Paint a pebble. Go outdoors to collect some pebbles with your child. Discuss the shape, colour and texture of the different pebbles. Then, give her paints and allow her to paint anything she wishes on them. She may paint each pebble differently. As pebbles are heavy, hold them firmly for your child while she paints. This fun activity enhances your child’s sensory, creativity and imagination. 

Find the ways...  This game is simple but it will stimulate your toddler’s thinking and creativity. Give her a scarf and ask how many different ways it can be used.  If your child is unsure, offer suggestions such as “I can use a scarf as a towel to dry myself” or “we can use it to dance”. Try doing this with different objects. There is no right or wrong answer, your child’s imagination is the limit. ​

Conduct a kitchen symphony. Turn over pots, pans and pails. Arm your child with a spoon or a chopstick and watch as he beats out a rhythm or two. Don’t be inhibited. Join in! Talk about the different kinds of sounds different materials make. For example, a metal spoon will create a higher pitch whereas a wooden spoon will make a duller tone. Experimenting with different sounds can promote your child’s auditory awareness.

 

Create infinite possibilities.

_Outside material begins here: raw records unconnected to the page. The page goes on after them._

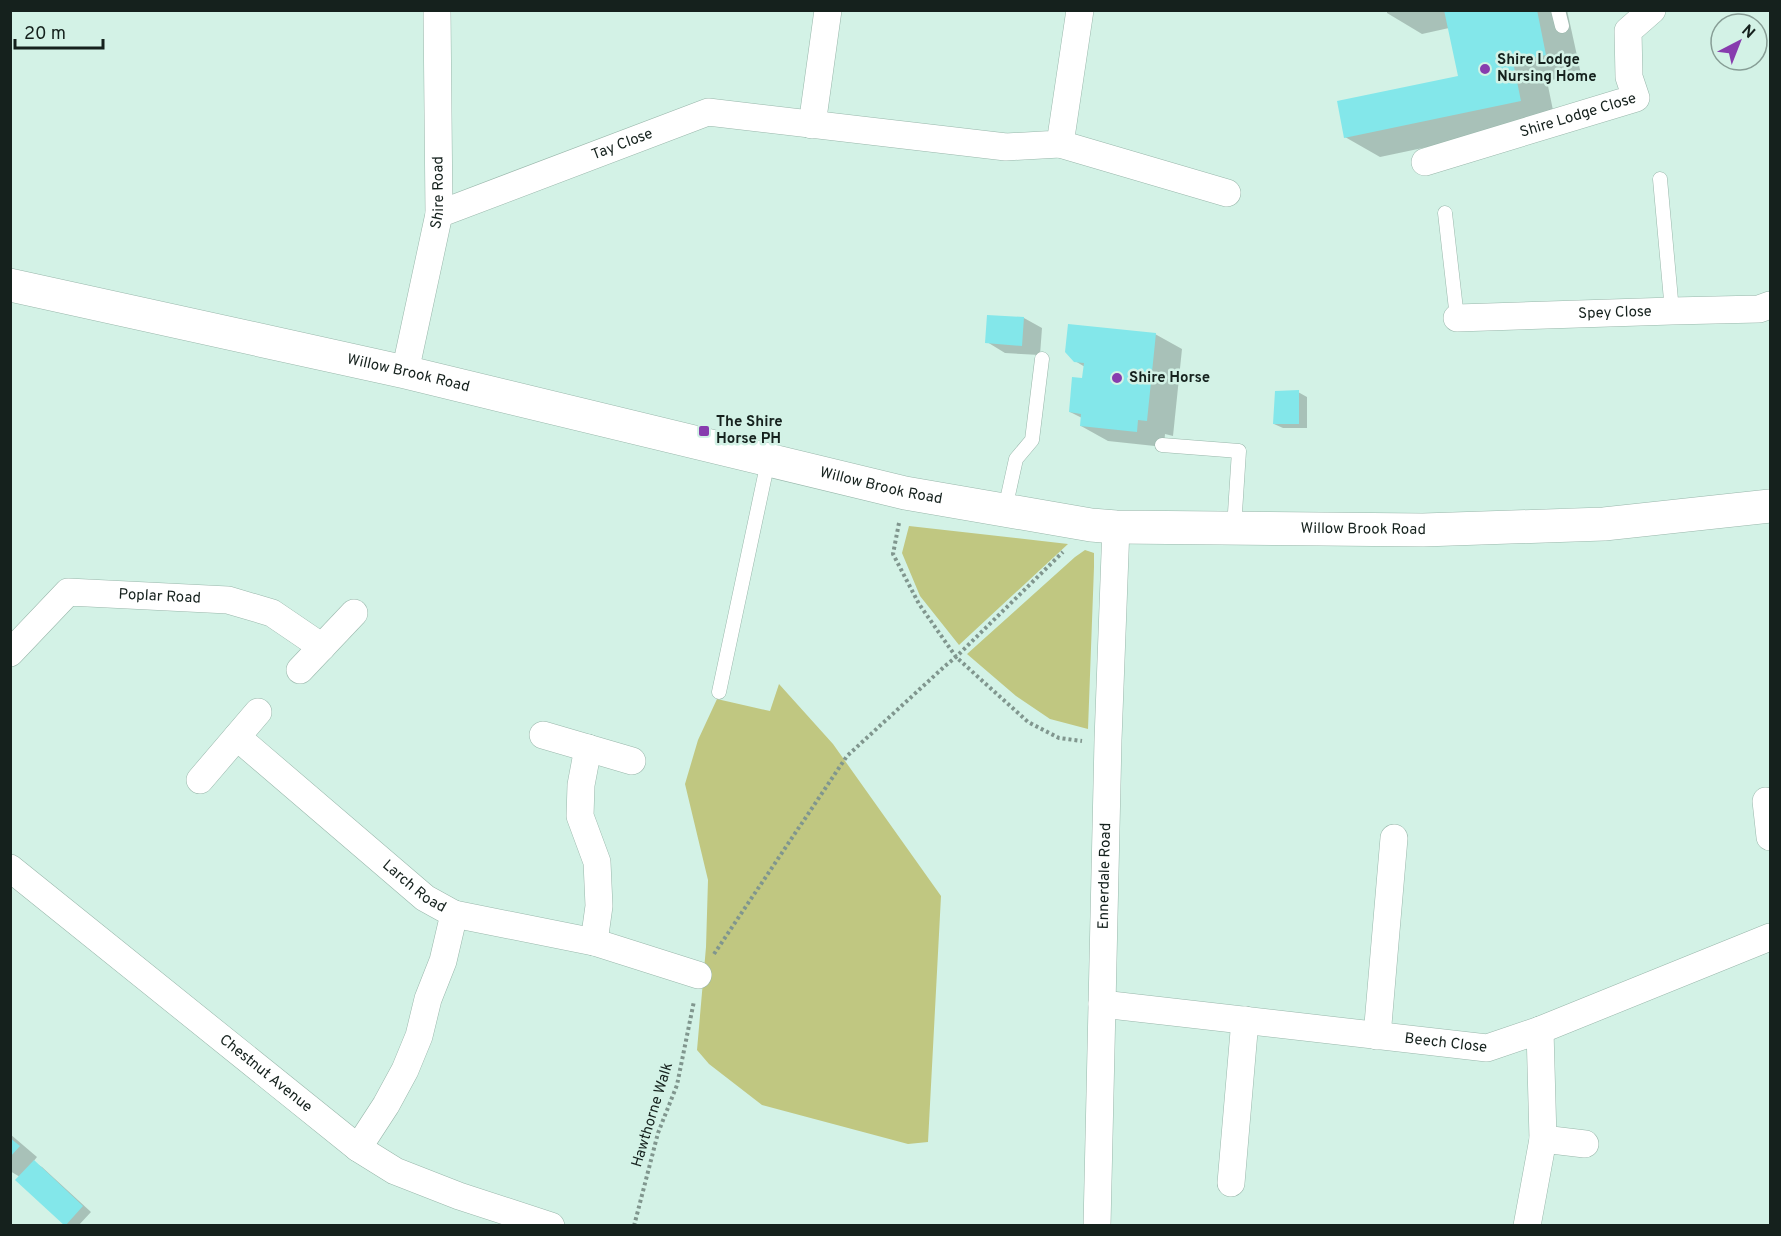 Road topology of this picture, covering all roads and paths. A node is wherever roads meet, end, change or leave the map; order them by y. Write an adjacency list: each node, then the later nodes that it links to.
1 (437, 10): 13 (street, Shire Road)
2 (828, 10): 7 (street)
3 (1080, 10): 8 (street)
4 (1558, 10): 6 (lane)
5 (1653, 10): 9 (street, Shire Lodge Close)
6 (1562, 26)
7 (812, 124): 8 (street, Tay Close); 13 (street, Tay Close)
8 (1060, 144): 11 (street, Tay Close)
9 (1425, 162)
10 (1660, 179): 16 (lane)
11 (1227, 193)
12 (1445, 213): 17 (lane)
13 (439, 214): 19 (street, Shire Road)
14 (10, 285): 19 (street, Willow Brook Road)
15 (1770, 305): 16 (street, Spey Close)
16 (1672, 311): 17 (street, Spey Close)
17 (1457, 318)
18 (1042, 359): 24 (lane)
19 (405, 372): 21 (street, Willow Brook Road)
20 (1162, 445): 26 (lane)
21 (768, 461): 22 (street, Willow Brook Road); 32 (lane)
22 (905, 493): 24 (street, Willow Brook Road); 30 (path)
23 (1770, 506): 26 (street, Willow Brook Road)
24 (1005, 509): 25 (street, Willow Brook Road)
25 (1103, 526): 26 (street, Willow Brook Road); 30 (path); 36 (street, Ennerdale Road)
26 (1233, 528)
27 (354, 613): 28 (street)
28 (322, 647): 29 (street, Poplar Road); 31 (street)
29 (10, 653)
30 (956, 657): 36 (path); 47 (path)
31 (300, 670)
32 (719, 692)
33 (258, 712): 35 (street)
34 (543, 735): 37 (street)
35 (237, 737): 39 (street); 44 (street, Larch Road)
36 (1108, 740): 48 (street, Ennerdale Road)
37 (588, 748): 38 (street); 46 (street)
38 (632, 761)
39 (200, 780)
40 (1766, 801): 41 (street)
41 (1770, 837)
42 (1395, 838): 51 (street)
43 (10, 868): 54 (street, Chestnut Avenue)
44 (454, 914): 46 (street); 54 (street, Larch Road)
45 (1770, 938): 50 (street, Beech Close)
46 (594, 942): 47 (street)
47 (698, 975): 57 (path, Hawthorne Walk)
48 (1102, 1004): 49 (street, Beech Close); 58 (street, Ennerdale Road)
49 (1245, 1020): 51 (street, Beech Close); 55 (street)
50 (1540, 1030): 51 (street, Beech Close); 52 (street)
51 (1377, 1035)
52 (1543, 1139): 53 (street); 59 (street)
53 (1585, 1144)
54 (358, 1148): 56 (street, Chestnut Avenue)
55 (1231, 1184)
56 (551, 1226)
57 (634, 1226)
58 (1097, 1226)
59 (1527, 1226) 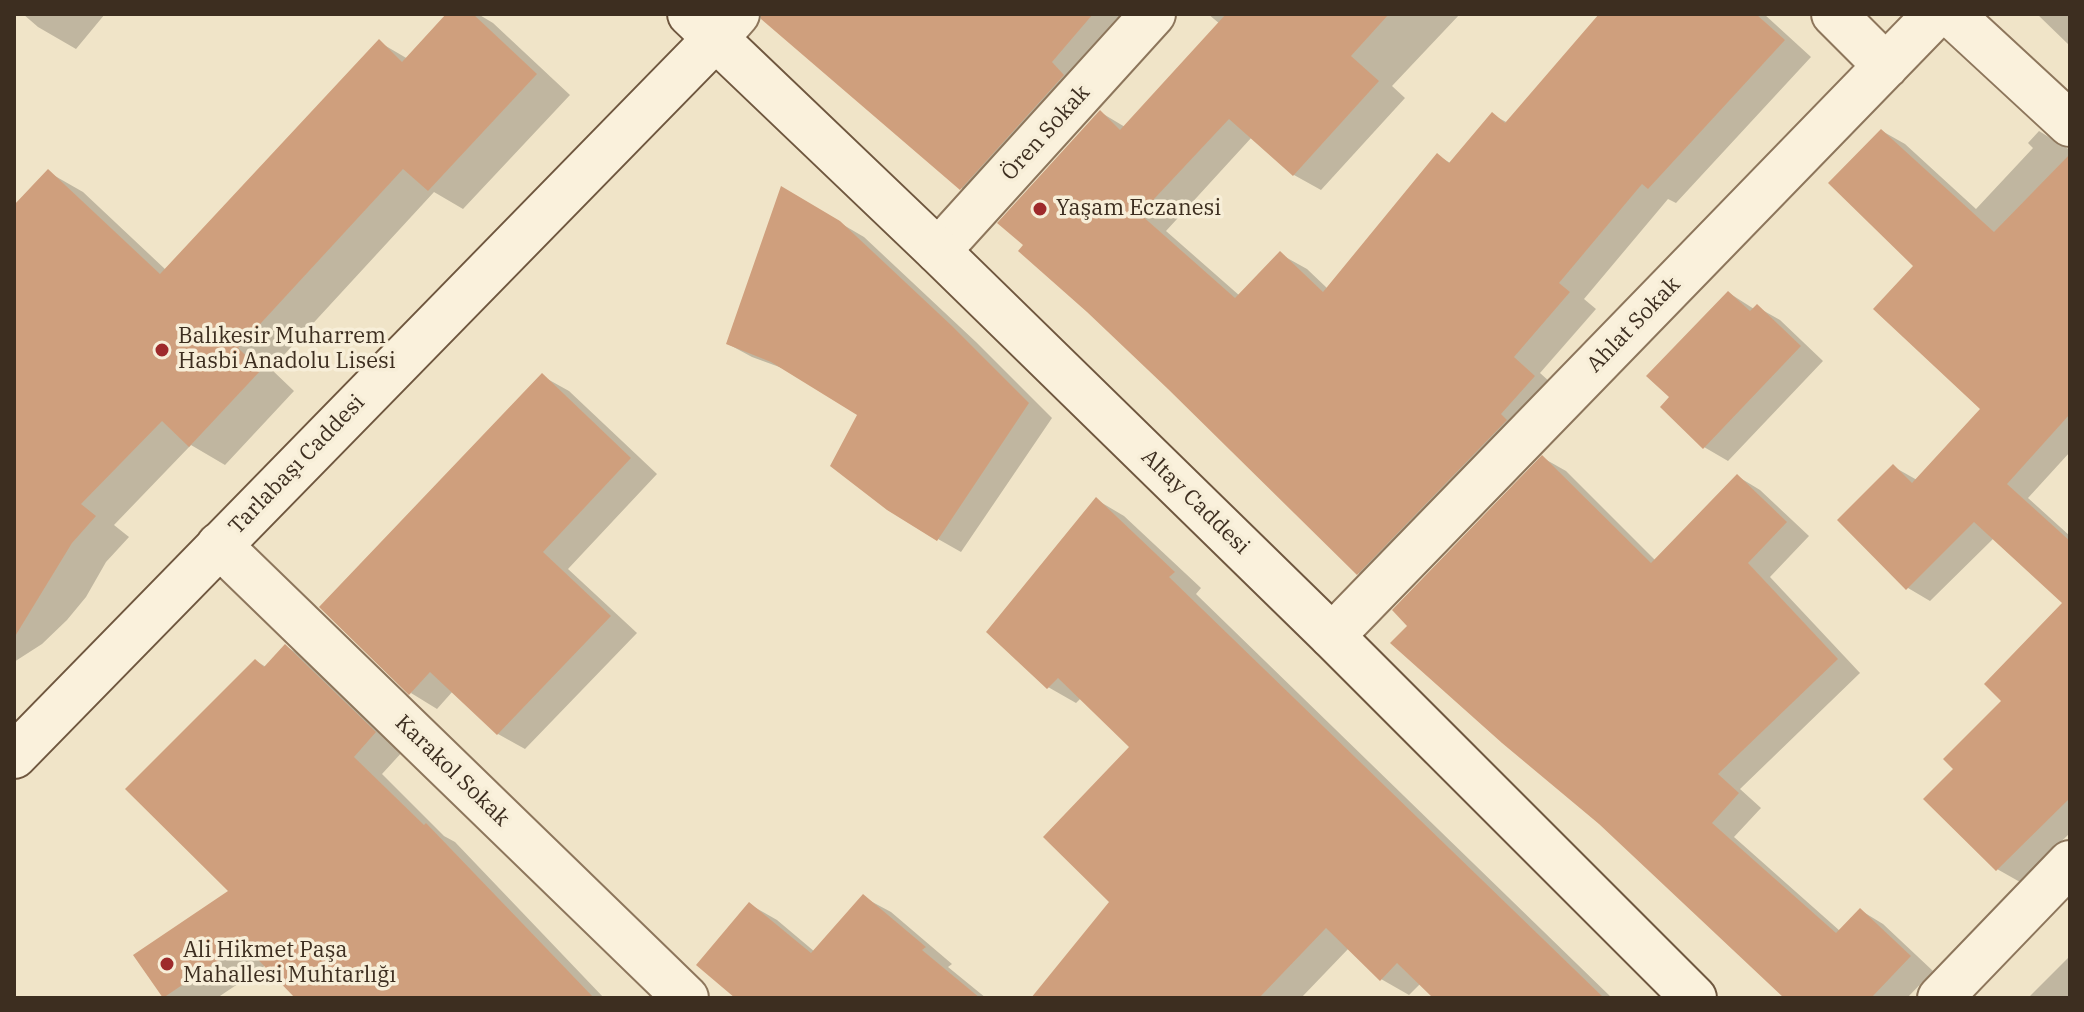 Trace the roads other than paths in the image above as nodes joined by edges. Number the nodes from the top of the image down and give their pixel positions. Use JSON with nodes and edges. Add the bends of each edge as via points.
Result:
{"nodes":[{"id":1,"x":1153,"y":14,"type":"edge"},
{"id":2,"x":1834,"y":14,"type":"edge"},
{"id":3,"x":1936,"y":14,"type":"edge"},
{"id":4,"x":1951,"y":14,"type":"edge"},
{"id":5,"x":714,"y":22,"type":"edge"},
{"id":6,"x":1886,"y":66,"type":"junction"},
{"id":7,"x":2070,"y":124,"type":"edge"},
{"id":8,"x":938,"y":251,"type":"junction"},
{"id":9,"x":219,"y":545,"type":"junction"},
{"id":10,"x":1332,"y":636,"type":"junction"},
{"id":11,"x":14,"y":756,"type":"edge"},
{"id":12,"x":2070,"y":863,"type":"edge"},
{"id":13,"x":686,"y":998,"type":"edge"},
{"id":14,"x":1694,"y":998,"type":"edge"},
{"id":15,"x":1940,"y":998,"type":"edge"}],
"edges":[{"from":1,"to":8,"type":"main road","name":"Ören Sokak"},
{"from":2,"to":6,"type":"main road"},
{"from":3,"to":6,"type":"main road","name":"Ahlat Sokak"},
{"from":4,"to":7,"type":"main road"},
{"from":5,"to":8,"type":"main road","name":"Altay Caddesi"},
{"from":5,"to":9,"type":"main road","name":"Tarlabaşı Caddesi"},
{"from":6,"to":10,"type":"main road","name":"Ahlat Sokak"},
{"from":8,"to":10,"type":"main road","name":"Altay Caddesi"},
{"from":9,"to":11,"type":"main road","name":"Tarlabaşı Caddesi"},
{"from":9,"to":13,"type":"main road","name":"Karakol Sokak"},
{"from":10,"to":14,"type":"main road","name":"Altay Caddesi"},
{"from":12,"to":15,"type":"main road"}]} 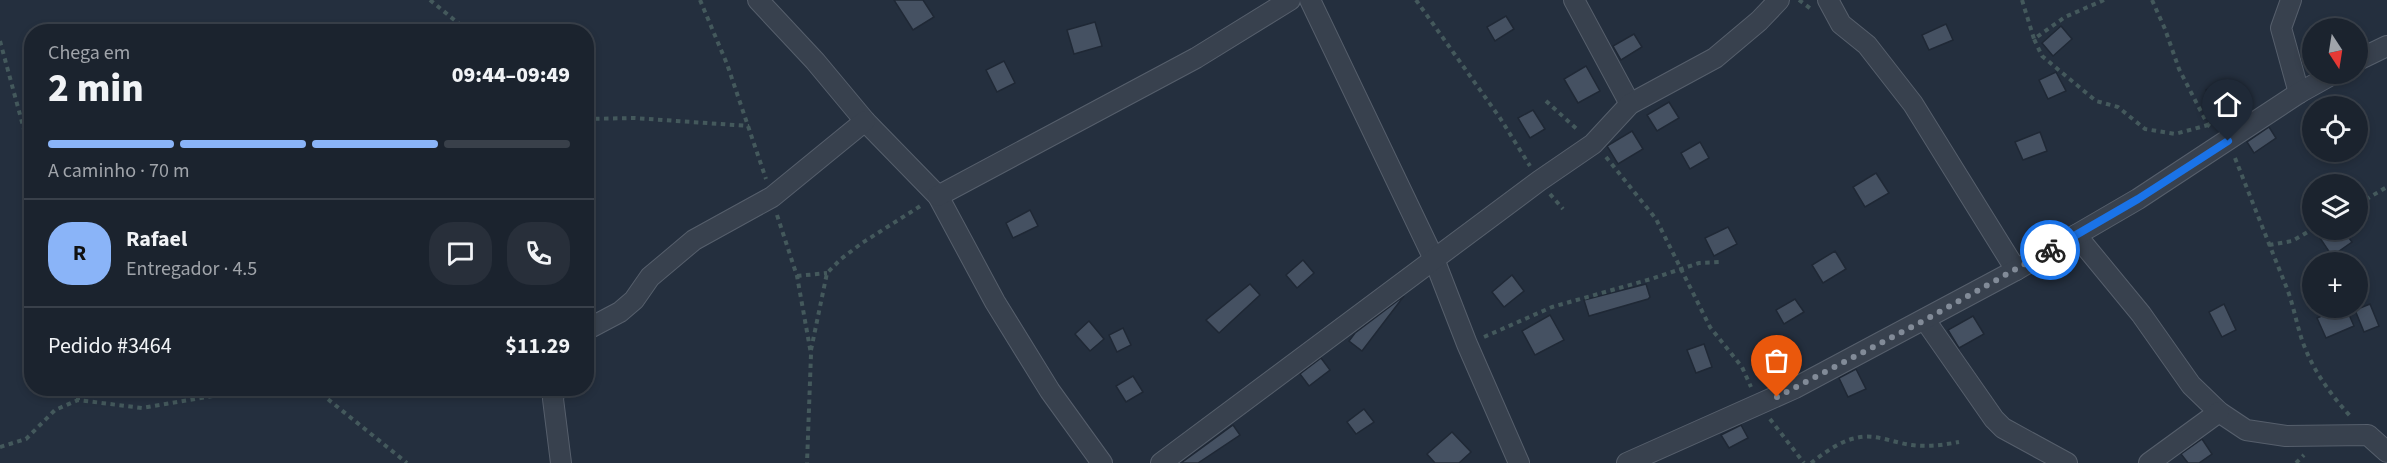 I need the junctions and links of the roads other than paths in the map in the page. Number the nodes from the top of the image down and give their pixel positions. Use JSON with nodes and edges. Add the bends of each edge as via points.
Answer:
{"nodes":[{"id":1,"x":758,"y":0,"type":"edge"},
{"id":2,"x":1290,"y":0,"type":"edge"},
{"id":3,"x":1310,"y":0,"type":"edge"},
{"id":4,"x":1574,"y":0,"type":"edge"},
{"id":5,"x":1779,"y":0,"type":"edge"},
{"id":6,"x":1828,"y":0,"type":"edge"},
{"id":7,"x":2292,"y":0,"type":"edge"},
{"id":8,"x":2387,"y":46,"type":"edge"},
{"id":9,"x":2368,"y":55,"type":"edge"},
{"id":10,"x":2315,"y":84,"type":"edge"},
{"id":11,"x":2299,"y":93,"type":"junction"},
{"id":12,"x":1630,"y":104,"type":"junction"},
{"id":13,"x":865,"y":121,"type":"junction"},
{"id":14,"x":938,"y":196,"type":"junction"},
{"id":15,"x":2076,"y":235,"type":"junction"},
{"id":16,"x":1434,"y":259,"type":"junction"},
{"id":17,"x":2016,"y":270,"type":"junction"},
{"id":18,"x":1925,"y":320,"type":"junction"},
{"id":19,"x":594,"y":326,"type":"edge"},
{"id":20,"x":554,"y":396,"type":"edge"},
{"id":21,"x":2220,"y":412,"type":"junction"},
{"id":22,"x":2387,"y":452,"type":"edge"},
{"id":23,"x":561,"y":463,"type":"edge"},
{"id":24,"x":1102,"y":463,"type":"edge"},
{"id":25,"x":1161,"y":463,"type":"edge"},
{"id":26,"x":1519,"y":463,"type":"edge"},
{"id":27,"x":1627,"y":463,"type":"edge"},
{"id":28,"x":2067,"y":463,"type":"edge"},
{"id":29,"x":2149,"y":463,"type":"edge"}],
"edges":[{"from":1,"to":13,"type":"street"},
{"from":2,"to":14,"type":"street","via":[[1196,58]]},
{"from":3,"to":16,"type":"street"},
{"from":4,"to":12,"type":"street"},
{"from":5,"to":12,"type":"street","via":[[1715,58]]},
{"from":6,"to":17,"type":"street","via":[[1840,24],[1867,45],[1913,104]]},
{"from":7,"to":11,"type":"street","via":[[2281,28]]},
{"from":8,"to":9,"type":"street"},
{"from":10,"to":11,"type":"street"},
{"from":11,"to":15,"type":"street"},
{"from":12,"to":16,"type":"street","via":[[1593,144]]},
{"from":13,"to":14,"type":"street"},
{"from":13,"to":19,"type":"street","via":[[771,197],[694,240],[650,277],[634,300]]},
{"from":14,"to":24,"type":"street","via":[[995,302],[1050,391]]},
{"from":15,"to":17,"type":"street"},
{"from":15,"to":21,"type":"street","via":[[2141,314],[2191,385]]},
{"from":16,"to":25,"type":"street"},
{"from":16,"to":26,"type":"street"},
{"from":17,"to":18,"type":"street"},
{"from":18,"to":27,"type":"street","via":[[1759,405]]},
{"from":18,"to":28,"type":"street","via":[[1994,419],[2003,428]]},
{"from":20,"to":23,"type":"street"},
{"from":21,"to":22,"type":"street","via":[[2246,430],[2286,436],[2368,435]]},
{"from":21,"to":29,"type":"street"}]}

Provide open-ended toys such as building blocks, tissue boxes, toy animals and vehicles. Guide your child to use and play with them in a variety of ways. Through the play, your child can learn to explore, experiment, build story plots, negotiate and problem-solve along the way.

 

Have fun with dough. A rolling pin, a fork, cookie cutters and a lump of dough can provide endless moments of creative expression for your child as she pounds, stretches and moulds.

Make music makers. Fill empty plastic bottles with different dried substances such as rice, peas, sand and pebbles and seal them to make homemade percussion instruments. Shake these to the beat as you sing songs together.

Guess the animal. Take turns to act out different animals (e.g. a monkey) or things in nature (e.g. a tree) while the other guesses.

Follow the leader. You and your child to take turns to be the leader. Make creative movements for your child to follow. Encourage him to take the lead while you follow.

Get creative. Play some music and encourage your child to move and dance to it with you. Provide scarves and crepe ribbons for your child to dance with.

Play dress-up. Provide dress-up props like hats, caps, shirts, scarves, sunglasses and bags. These offer your child endless moments of imaginative and creative play. Throw in pots and pans, and even a doll. Watch your child’s creativity unfold as she pretends to be chef or an executive - or anything she wants!

Have an Art Attack. Provide thick crayons, markers, large-sized paper, paint brushes and pots of paint for your child to create with. Don’t worry about the mess. It can be cleaned up.